> [WHAT THIS TASK INVOLVES]:
Set down the data below in full, exactly as it reads, but without the pictures.

◆ ◆ ◆

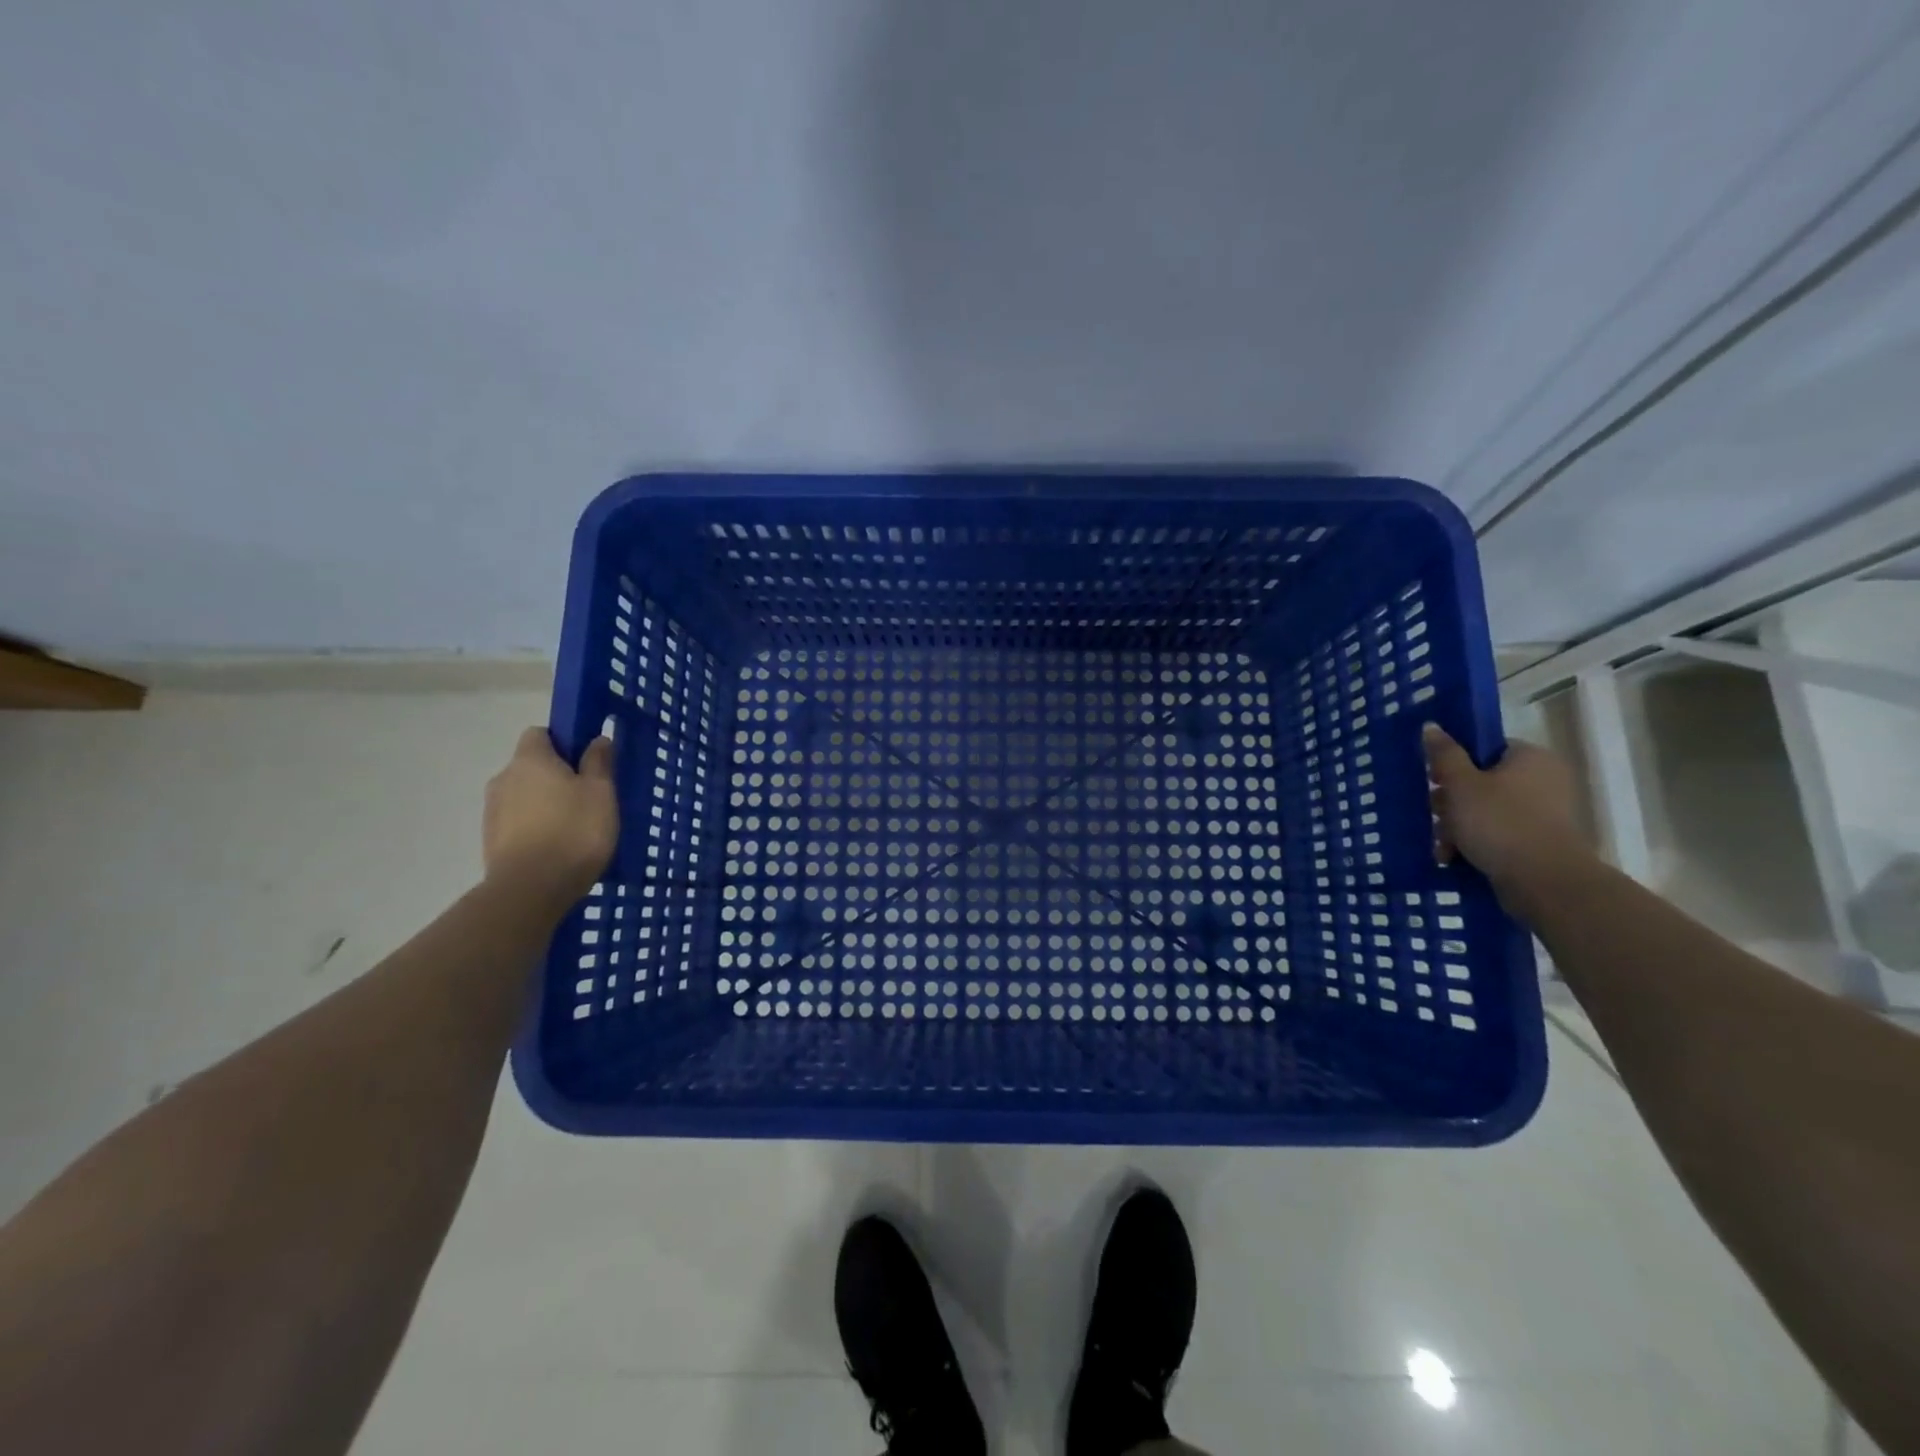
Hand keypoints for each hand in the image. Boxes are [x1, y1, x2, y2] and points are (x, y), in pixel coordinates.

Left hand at [483, 728, 617, 909]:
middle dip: (555, 777)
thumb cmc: (574, 831)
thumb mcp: (601, 792)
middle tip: (587, 798)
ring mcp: (492, 811)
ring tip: (574, 829)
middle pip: (531, 767)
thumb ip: (599, 762)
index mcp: (530, 759)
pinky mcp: (490, 841)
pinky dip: (535, 829)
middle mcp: (504, 778)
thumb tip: (597, 739)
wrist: (531, 889)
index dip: (563, 742)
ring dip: (545, 805)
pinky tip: (557, 849)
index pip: (540, 734)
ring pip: (524, 796)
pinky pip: (518, 823)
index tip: (586, 761)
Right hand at [1423, 724, 1591, 906]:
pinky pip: (1498, 833)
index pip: (1485, 749)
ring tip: (1442, 845)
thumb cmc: (1499, 822)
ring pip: (1485, 810)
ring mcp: (1544, 813)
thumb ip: (1444, 755)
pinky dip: (1474, 843)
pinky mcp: (1539, 842)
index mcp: (1530, 758)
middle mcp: (1543, 780)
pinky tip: (1453, 857)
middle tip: (1435, 816)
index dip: (1454, 763)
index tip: (1433, 780)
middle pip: (1481, 781)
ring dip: (1456, 826)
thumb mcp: (1461, 784)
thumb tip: (1431, 725)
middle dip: (1450, 802)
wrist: (1544, 881)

◆ ◆ ◆

> [YOUR RESPONSE]:
Hand keypoints for each hand in the image. Boxes are [x1, y1, x2, y2] and points are (x, y), in pixel coordinates.

Left hand at [483, 728, 617, 909]:
middle dip: (555, 777)
thumb cmc: (574, 831)
thumb mcp: (601, 792)
middle tip: (587, 798)
ring mcp: (492, 811)
ring tip: (574, 829)
middle pip: (531, 767)
thumb ip: (599, 762)
index mcp: (530, 759)
pinky mcp: (490, 841)
pinky dip: (535, 829)
middle mcp: (504, 778)
thumb tip: (597, 739)
wrist: (531, 889)
index dip: (563, 742)
ring dip: (545, 805)
pinky tip: (557, 849)
index pip: (540, 734)
ring pip: (524, 796)
pinky pip: (518, 823)
index tip: (586, 761)
Right hand at [1423, 724, 1591, 906]:
pinky pip: (1498, 833)
index pip: (1485, 749)
ring tip: (1442, 845)
thumb cmc: (1499, 822)
ring pip: (1485, 810)
ring mcp: (1544, 813)
thumb ip: (1444, 755)
pinky dip: (1474, 843)
pinky mcp: (1539, 842)
index mcp: (1530, 758)
middle mcp: (1543, 780)
pinky tip: (1453, 857)
middle tip: (1435, 816)
index dip: (1454, 763)
index tip: (1433, 780)
middle pip: (1481, 781)
ring dip: (1456, 826)
thumb mcp: (1461, 784)
thumb tip: (1431, 725)
middle dip: (1450, 802)
wrist: (1544, 881)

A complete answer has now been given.